Trese is a Filipino comic series by Batjette Tan and Kajo Baldisimo featuring Alexandra Trese, a Babaylan, or shamaness, who solves supernatural crimes on the mean streets of Manila. It's your everyday hardboiled supernatural detective series and set in the Philippines. What's not to love about that?

Trese: Filipino Supernatural Noir Series Offers a New Voice in Horror
Trese Vol. 1 cover, ABLAZE

Alexandra Trese is an Asian version of the supernatural detective archetype that's been around since the Victorian era, brought back to prominence in the 1980s by John Constantine in Hellblazer, here given a Southeast Asian flavour. The series draws on Filipino folklore and supernatural horror that feels fresh because Southeast Asian folklore is less familiar to Westerners. Tan and Baldisimo also find witty and inventive ways to update the supernatural and weave it into the fabric of modern urban life as metaphors and prisms for social commentary. A corrupt mayor who does deals with demons for power, sacrificing the lives of the poor for his deal. The murder of a ghost who haunts the metro line where she committed suicide. An actress stalked by the demonized dead baby she abandoned. A lightning god who takes human sacrifices to grant good fortune to a poor district. A horse god who participates in illegal streetcar races. A man raises zombies to attack the policemen who shot dead his brother and got away with it. And through it all, Trese patrols the night streets with a pair of warrior demons as her sidekicks and a fire demon on her speed dial. There's a pleasing Hellblazer vibe to it. What makes the series fresh is the Southeast Asian perspective that uses specific details from Filipino cultural life and politics. There's a recurring motif of body horror, the ritual binding of flesh to spirit to birth horrors that catnip to horror fans.
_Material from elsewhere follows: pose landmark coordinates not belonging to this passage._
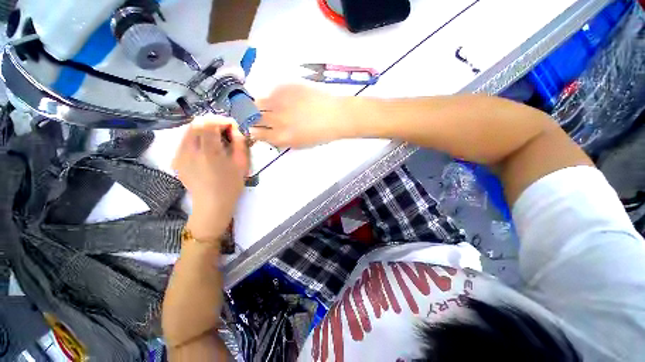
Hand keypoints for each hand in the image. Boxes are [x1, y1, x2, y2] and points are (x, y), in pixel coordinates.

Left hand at [172, 116, 248, 239]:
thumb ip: (239, 142)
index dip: (222, 120)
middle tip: (225, 130)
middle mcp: (189, 150)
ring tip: (216, 137)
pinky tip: (206, 147)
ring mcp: (179, 155)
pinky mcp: (176, 159)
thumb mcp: (242, 164)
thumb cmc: (231, 185)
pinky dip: (196, 137)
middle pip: (196, 123)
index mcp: (209, 152)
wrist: (212, 204)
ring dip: (204, 129)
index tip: (232, 126)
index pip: (210, 123)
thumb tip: (234, 129)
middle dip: (212, 122)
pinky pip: (185, 140)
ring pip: (188, 130)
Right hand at [250, 85, 354, 147]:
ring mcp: (279, 102)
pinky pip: (272, 92)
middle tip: (259, 117)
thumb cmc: (320, 134)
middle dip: (252, 118)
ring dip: (260, 106)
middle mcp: (276, 120)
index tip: (253, 128)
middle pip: (253, 117)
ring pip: (258, 102)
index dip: (253, 131)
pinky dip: (274, 97)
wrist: (334, 116)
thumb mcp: (300, 144)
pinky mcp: (285, 88)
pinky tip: (285, 99)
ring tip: (269, 107)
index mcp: (280, 137)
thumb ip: (282, 141)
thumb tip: (269, 135)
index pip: (256, 134)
Trese: Filipino Supernatural Noir Series Offers a New Voice in Horror
Trese Vol. 2 cover, ABLAZE

The stories in the comic series follow a procedural "case of the week" format, with Trese investigating a new case in each installment, which gives Tan and Baldisimo the space to explore the themes, metaphors, and social commentary in detail, more than the Netflix anime version does. The anime adapts the stories of the first 3 volumes and weaves them together to form the wider arc for the first season. This gives the TV series less breathing space. Budisimo's chiaroscuro artwork is also more unique and atmospheric than the more generic art style of the anime series, and his art and narrative style grows more dynamic and confident as he goes along. Trese is more hardboiled, stoic, and deadpan in the comic, but she's essentially the same: an investigator and shaman who gets the job done by interrogating and negotiating deals with various factions in the supernatural underworld. The anime series is fun, but the original comic is a purer expression of the creators' original vision.

Trese: Filipino Supernatural Noir Series Offers a New Voice in Horror
Trese Vol. 3 cover, ABLAZE

Trese Vol. 1: Murder on Belete Drive has sold out of its first printing, and ABLAZE is going back to the presses. Volumes 2 and 3 are coming soon.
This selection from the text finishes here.